Task description —
Your task is to gather the lines below that hold the string "dead".

(Records supplied)

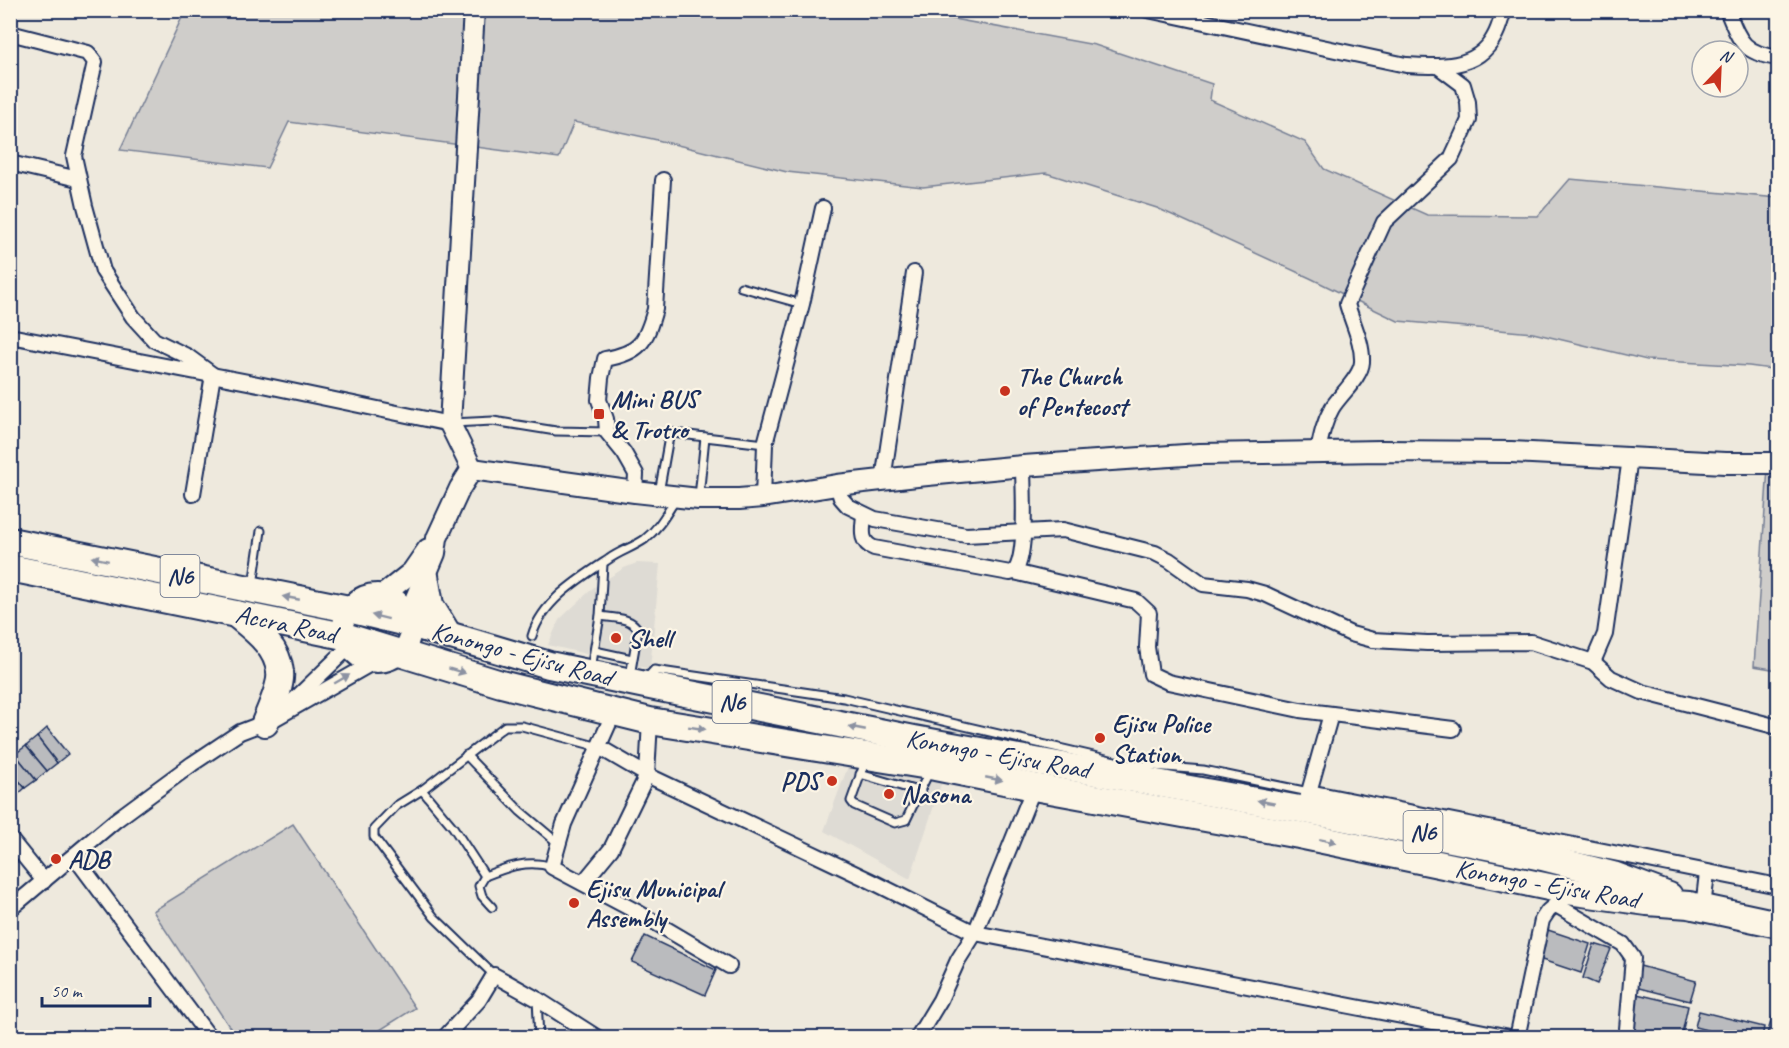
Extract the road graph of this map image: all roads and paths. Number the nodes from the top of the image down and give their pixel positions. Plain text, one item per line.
1 (474, 10) edge
2 (1148, 10) edge
3 (1504, 10) edge
4 (1727, 10) edge
5 (1164, 12) edge
6 (10, 33) edge
7 (1779, 58) edge
8 (1439, 67) junction
9 (10, 163) edge
10 (78, 179) junction
11 (663, 180) dead end
12 (823, 208) dead end
13 (914, 273) dead end
14 (741, 287) dead end
15 (802, 304) junction
16 (10, 336) edge
17 (213, 375) junction
18 (450, 424) junction
19 (608, 432) junction
20 (705, 437) junction
21 (765, 444) junction
22 (1318, 452) junction
23 (1630, 458) junction
24 (1779, 463) edge
25 (1023, 466) junction
26 (472, 470) junction
27 (883, 480) junction
28 (837, 485) junction
29 (635, 492) junction
30 (193, 494) dead end
31 (668, 495) junction
32 (764, 497) junction
33 (699, 499) junction
34 (864, 515) junction
35 (261, 531) dead end
36 (1023, 532) junction
37 (437, 538) junction
38 (10, 541) edge
39 (603, 564) junction
40 (10, 568) edge
41 (1014, 572) junction
42 (425, 576) junction
43 (252, 591) junction
44 (383, 595) junction
45 (349, 609) junction
46 (235, 614) junction
47 (600, 616) junction
48 (411, 621) junction
49 (449, 636) junction
50 (532, 636) dead end
51 (346, 641) junction
52 (401, 653) junction
53 (374, 662) junction
54 (593, 662) junction
55 (1593, 662) junction
56 (635, 675) junction
57 (557, 699) joint
58 (614, 712) junction
59 (1331, 714) junction
60 (270, 721) junction
61 (650, 721) junction
62 (1779, 727) edge
63 (1453, 729) dead end
64 (599, 747) junction
65 (466, 755) junction
66 (864, 765) junction
67 (931, 767) junction
68 (647, 775) junction
69 (1034, 787) junction
70 (422, 790) junction
71 (921, 792) junction
72 (1307, 801) junction
73 (10, 839) edge
74 (558, 843) junction
75 (74, 856) junction
76 (552, 867) junction
77 (1707, 873) junction
78 (485, 876) junction
79 (44, 881) junction
80 (583, 883) junction
81 (1779, 886) edge
82 (1562, 898) junction
83 (492, 907) dead end
84 (1696, 907) junction
85 (10, 909) edge
86 (1779, 924) edge
87 (975, 933) junction
88 (729, 966) dead end
89 (494, 975) junction
90 (537, 999) junction
91 (594, 1037) edge
92 (210, 1038) edge
93 (444, 1038) edge
94 (539, 1038) edge
95 (917, 1038) edge
96 (1516, 1038) edge
97 (1628, 1038) edge

1 - 18 main road
2 - 5 street
3 - 8 street
4 - 7 street
5 - 8 street
6 - 10 street
8 - 22 street
9 - 10 street
10 - 17 street
11 - 19 street
12 - 15 street
13 - 27 street
14 - 15 lane
15 - 21 street
16 - 17 street
17 - 18 street
17 - 30 street
18 - 19 lane
18 - 26 main road
19 - 29 street
20 - 21 lane
20 - 31 lane
20 - 33 lane
21 - 32 street
22 - 23 main road
22 - 25 main road
23 - 24 main road
23 - 55 street
25 - 27 main road
25 - 36 street
26 - 29 main road
26 - 37 main road
27 - 28 main road
28 - 32 main road
28 - 34 street
29 - 31 main road
31 - 33 main road
31 - 39 lane
32 - 33 main road
34 - 36 street
34 - 41 street
35 - 43 lane
36 - 41 street
36 - 55 street
37 - 42 main road
37 - 44 main road
43 -> 38 highway, Konongo - Ejisu Road / N6
39 - 47 lane
39 - 50 lane
40 - 46 highway, Accra Road / N6
41 - 59 street
42 - 48 main road
42 - 49 highway
45 -> 43 highway, Konongo - Ejisu Road / N6
44 - 45 main road
44 - 48 main road, Konongo - Ejisu Road
48 -> 45 highway, Konongo - Ejisu Road / N6
45 - 51 main road
46 - 51 highway, Accra Road / N6
46 - 60 highway
47 - 54 lane
47 - 56 lane
48 - 49 highway, Konongo - Ejisu Road / N6
48 - 52 main road, Konongo - Ejisu Road
49 - 54 highway, Konongo - Ejisu Road / N6
51 - 52 highway, Accra Road / N6
51 - 53 main road
51 - 60 street
52 - 53 main road, Konongo - Ejisu Road
52 -> 57 highway, Accra Road / N6
60 -> 53 street
54 - 56 highway, Konongo - Ejisu Road / N6
55 - 62 street
56 - 72 highway, Konongo - Ejisu Road / N6
57 - 58 highway, Konongo - Ejisu Road / N6
58 - 61 highway, Konongo - Ejisu Road / N6
58 - 64 street
59 - 63 street
59 - 72 street
60 - 75 street
61 -> 66 highway, Konongo - Ejisu Road / N6
61 - 68 street
64 - 65 lane
64 - 68 street
64 - 74 street
65 - 70 lane
65 - 74 lane
66 - 67 highway, Konongo - Ejisu Road / N6
66 - 71 lane
66 - 71 lane
67 -> 69 highway, Konongo - Ejisu Road / N6
67 - 71 lane
68 - 80 street
68 - 87 street
69 -> 82 highway, Konongo - Ejisu Road / N6
69 - 87 street
70 - 78 lane
70 - 89 lane
72 - 77 street
72 - 84 highway, Konongo - Ejisu Road / N6
73 - 79 street
74 - 76 street
75 - 79 street
75 - 92 street
76 - 78 lane
76 - 80 street
77 - 81 street
77 - 84 street
78 - 83 lane
79 - 85 street
80 - 88 street
82 - 84 highway, Konongo - Ejisu Road / N6
82 - 96 street
82 - 97 street
84 - 86 highway, Konongo - Ejisu Road / N6
87 - 95 street
87 - 96 street
89 - 90 street
89 - 93 street
90 - 91 street
90 - 94 lane

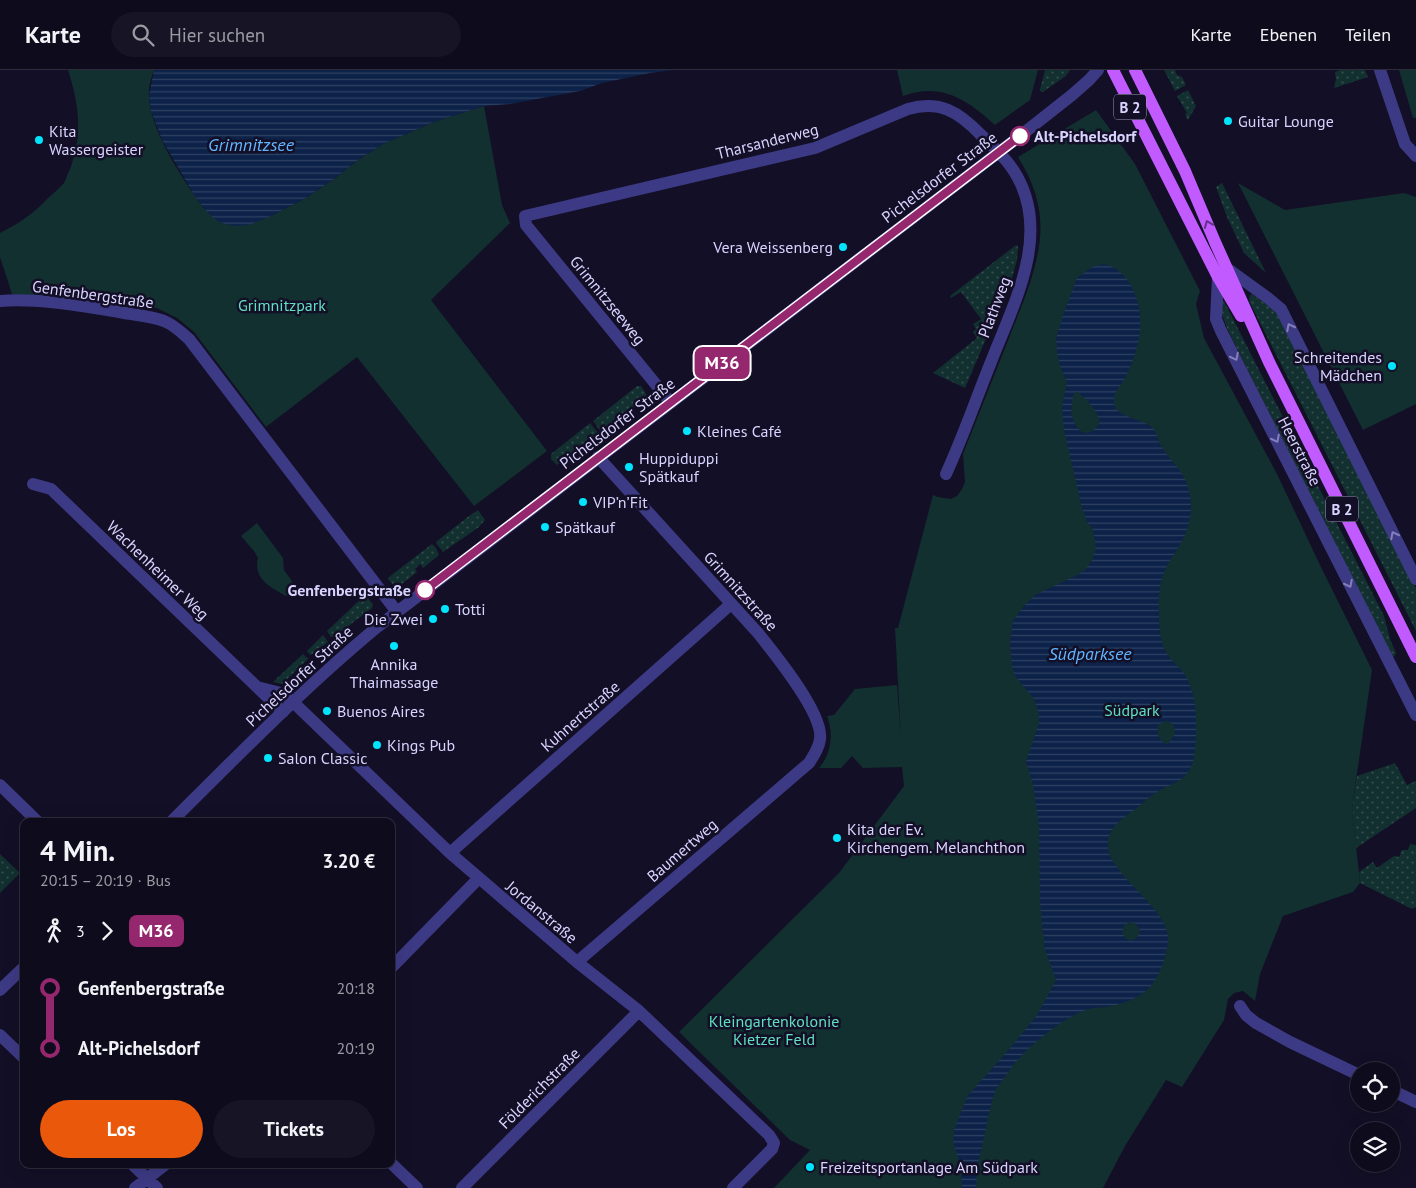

(End Records supplied)

Exercise answer —
11 (663, 180) dead end
12 (823, 208) dead end
13 (914, 273) dead end
14 (741, 287) dead end
30 (193, 494) dead end
35 (261, 531) dead end
50 (532, 636) dead end
63 (1453, 729) dead end
83 (492, 907) dead end
88 (729, 966) dead end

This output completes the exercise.